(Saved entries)
"""

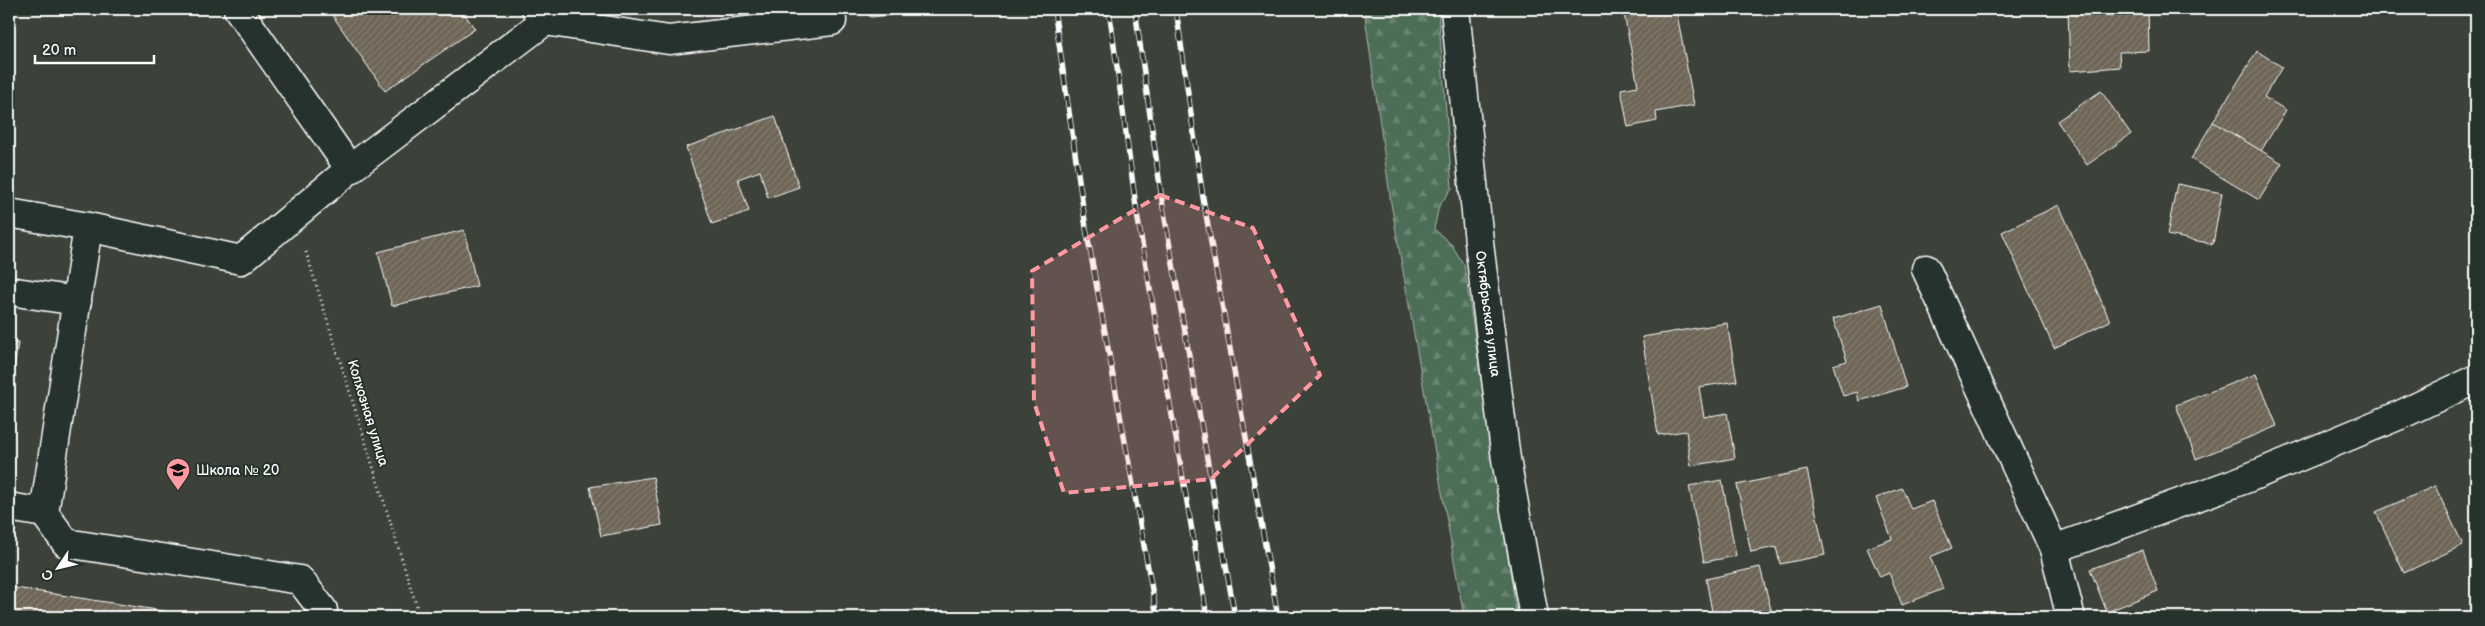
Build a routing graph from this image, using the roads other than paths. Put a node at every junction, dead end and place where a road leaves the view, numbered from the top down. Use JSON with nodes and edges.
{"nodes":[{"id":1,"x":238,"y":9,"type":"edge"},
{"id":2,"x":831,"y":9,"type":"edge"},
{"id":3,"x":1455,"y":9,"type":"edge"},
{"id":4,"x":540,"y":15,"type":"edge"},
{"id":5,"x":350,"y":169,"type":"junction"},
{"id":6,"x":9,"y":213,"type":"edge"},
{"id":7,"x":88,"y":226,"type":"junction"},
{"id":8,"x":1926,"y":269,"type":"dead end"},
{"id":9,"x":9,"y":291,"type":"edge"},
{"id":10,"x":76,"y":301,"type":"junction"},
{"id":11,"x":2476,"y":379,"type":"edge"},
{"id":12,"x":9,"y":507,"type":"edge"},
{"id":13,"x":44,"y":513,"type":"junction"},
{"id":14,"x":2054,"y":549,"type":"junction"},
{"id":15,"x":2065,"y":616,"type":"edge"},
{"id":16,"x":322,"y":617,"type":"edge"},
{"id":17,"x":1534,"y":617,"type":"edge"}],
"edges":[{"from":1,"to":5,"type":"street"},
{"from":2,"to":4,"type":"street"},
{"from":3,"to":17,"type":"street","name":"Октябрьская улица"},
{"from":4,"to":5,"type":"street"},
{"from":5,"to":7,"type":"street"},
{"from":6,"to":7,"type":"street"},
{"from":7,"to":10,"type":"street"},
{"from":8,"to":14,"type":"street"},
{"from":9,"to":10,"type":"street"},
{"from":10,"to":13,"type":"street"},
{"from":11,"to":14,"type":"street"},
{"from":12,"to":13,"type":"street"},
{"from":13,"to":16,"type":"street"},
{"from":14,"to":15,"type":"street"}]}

"""

= What this task involves =
A line counts if it includes the string "nodes". State how many such lines the entries have, with no other text.

= Exercise output =
2